The two letters with the colon dc: that precede the actual element name creator etc. in the elements show that the elements come from the Dublin Core Metadata Element Set mentioned at the beginning. Further information on why these two letters should or often even have to be written in front of them is explained in more detail in section 4.4 – “What are metadata standards?”

And now it's your turn. In the table shown, what is data and what is metadata? Click on the image to see the solution.

Fig. 4.3: Data and metadata of an Excel table

There are very many different categories that can and often must be described by metadata. Depending on the field and research data, these categories can differ greatly, but some are considered standard categories for all disciplines.

One category that should be present in the metadata at the latest in the case of a citable publication is the “persistent identifier” mentioned in the previous section.

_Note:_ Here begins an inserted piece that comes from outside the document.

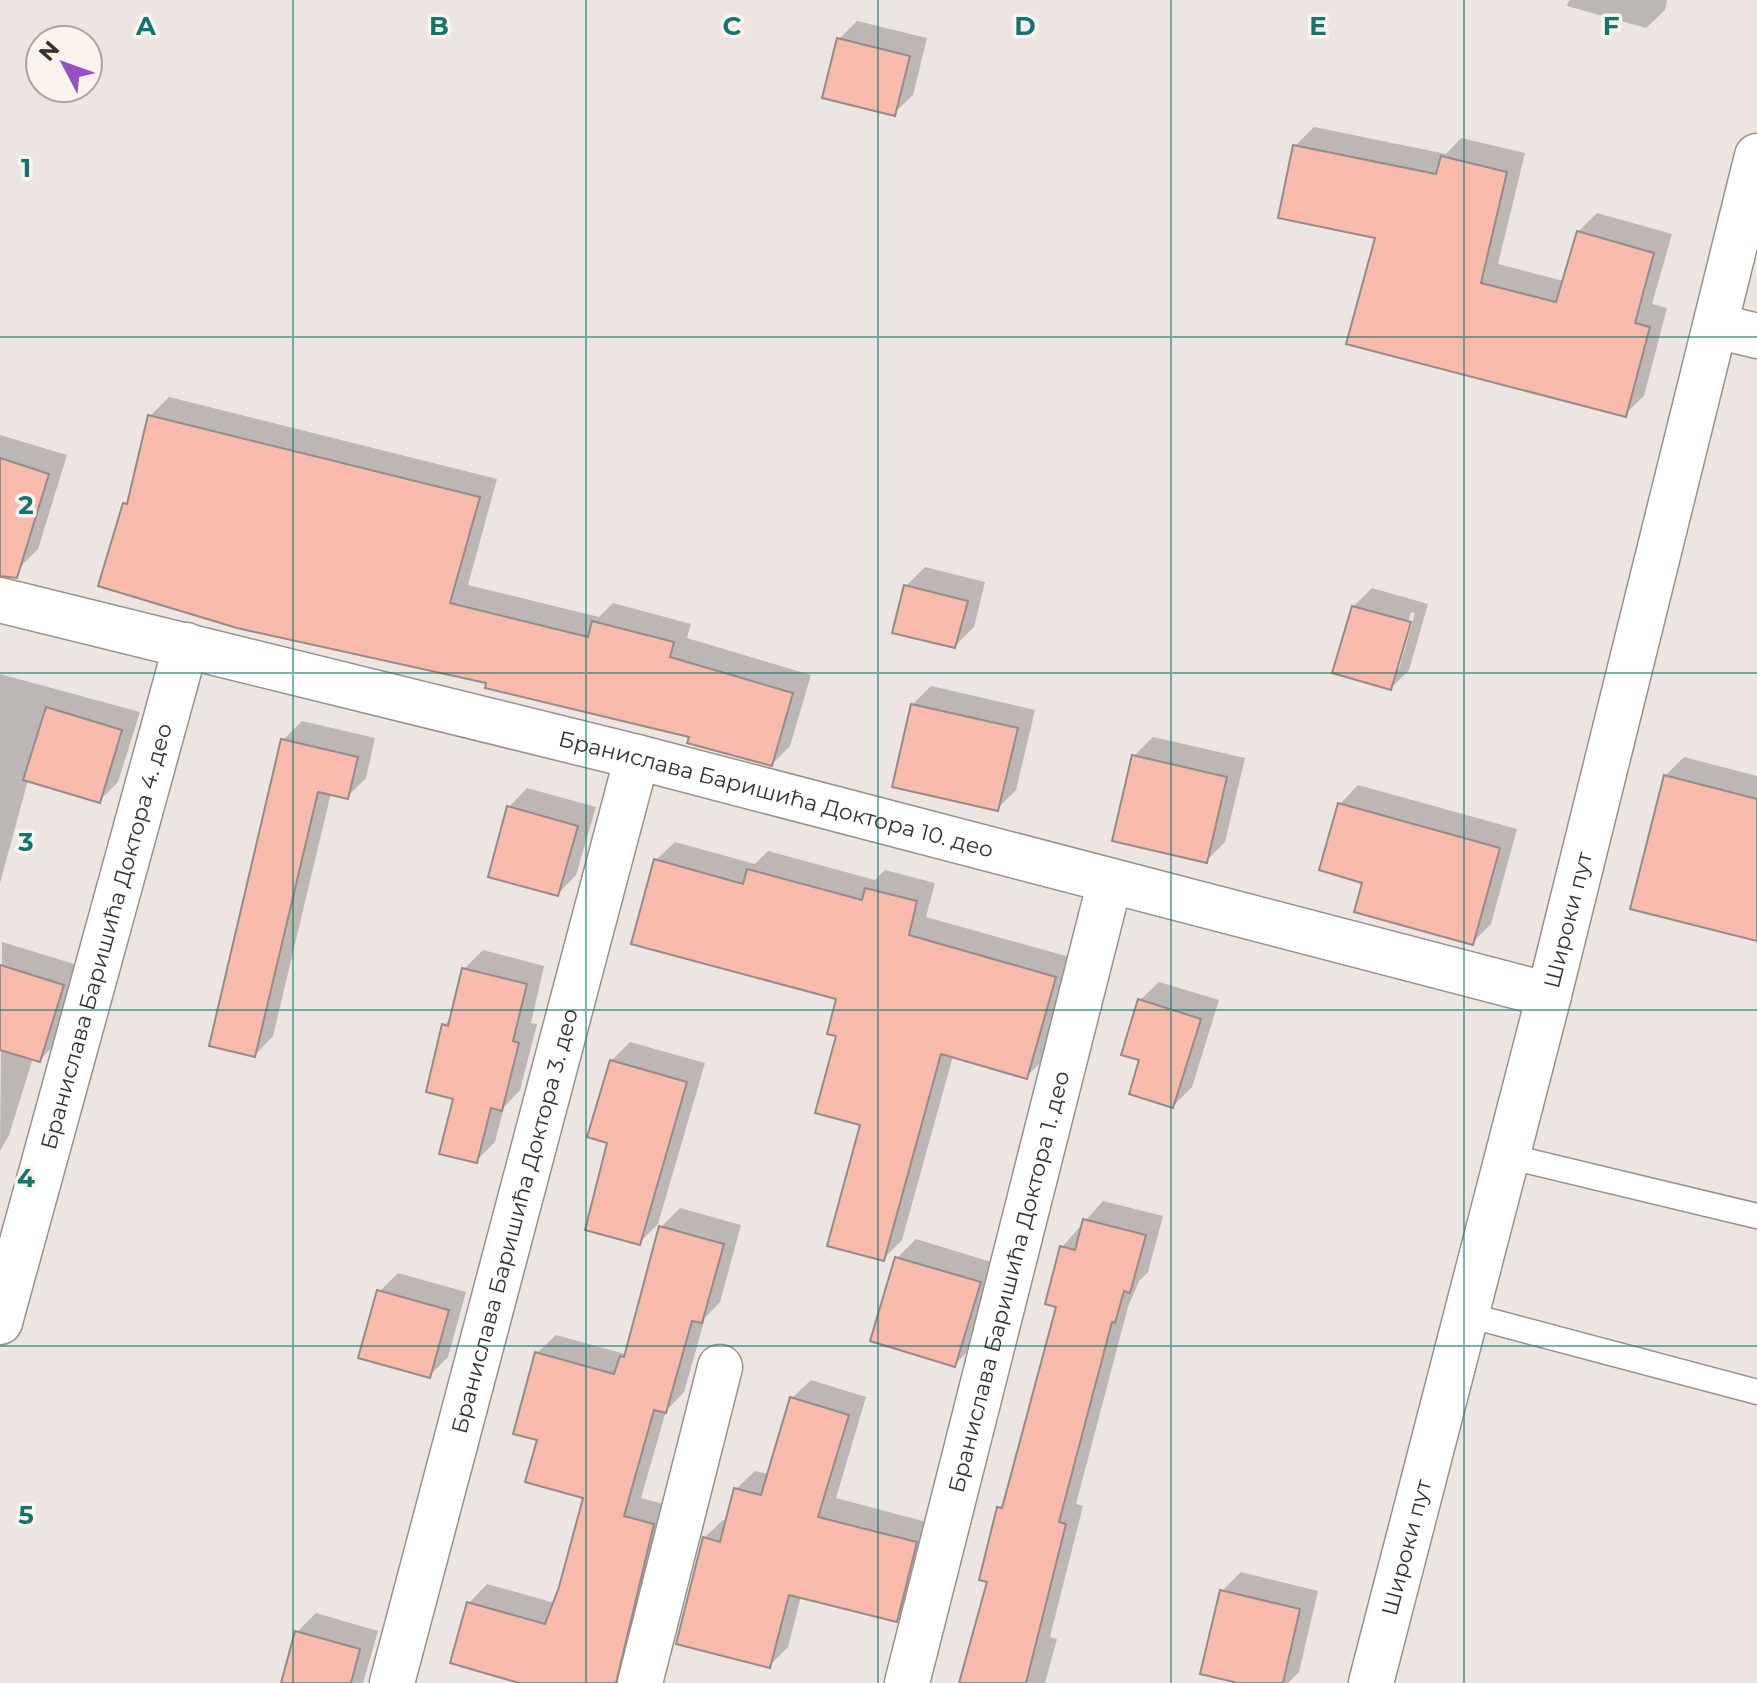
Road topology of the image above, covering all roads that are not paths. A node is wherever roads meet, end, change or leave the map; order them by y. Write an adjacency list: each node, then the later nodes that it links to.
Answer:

An identifier is used for permanent and unmistakable identification. The DOI (Digital Object Identifier) is well-known and frequently used. A DOI is assigned by official registries, such as DataCite. Metadata are linked to the document and the research data via a DOI. Research data can be cited via a DOI.

Furthermore, the metadata should indicate who the author of the data is. In the case of research groups, all those involved in the work or who may have rights to the research data should be named. The latter may, of course, include companies that may have contributed to the funding of the research. Always make sure that the names are complete and unambiguous. If a researcher ID (e.g. ORCID) is available, this should be mentioned.

The research topic should be described in as much detail as necessary. In view of the findability of the research data, it can also be useful to mention keywords that can then be used in a digital database search to achieve better results.

Furthermore, for the traceability of the research data, clear information is needed for parameters such as place / time / temperature / social setting, ... and any other conditions that make sense for the data. This also includes instruments and devices used with their exact configurations.

If specific software was used to create the research data, the name of the software must also be mentioned in the metadata. Of course, this also includes naming the software version used, as this makes it easier for researchers to understand later why this data can no longer be opened in the case of very old data.

Some metadata requirements are always the same. This also applies to the categories just listed, which are very generic. For such cases, there are subject-independent metadata standards, including the already introduced Dublin Core Element Set. Other requirements can differ greatly between different disciplines. Therefore, there are subject-specific standards that cover these requirements. You can read more about this in the next section 6.4 – “What are metadata standards?”.

Figure 4.4 shows different categories of metadata that may prove useful with regard to research data.

Fig. 4.4: Listing of sample categories (Created by Henrike Becker in the project "Fokus")

4.4 What are metadata standards and why are they important?

One very important aspect of metadata already mentioned at the beginning is its readability for humans and machines. The large number of different metadata needed to describe research data can become a problem in view of the additional large number of different scientific communities, each with their own needs. On the one hand, there is metadata that is necessary across scientific fields (e.g., name of author, title, date of creation, etc.), but on the other hand there is also subject-specific metadata that depends on the research area or even the research subject.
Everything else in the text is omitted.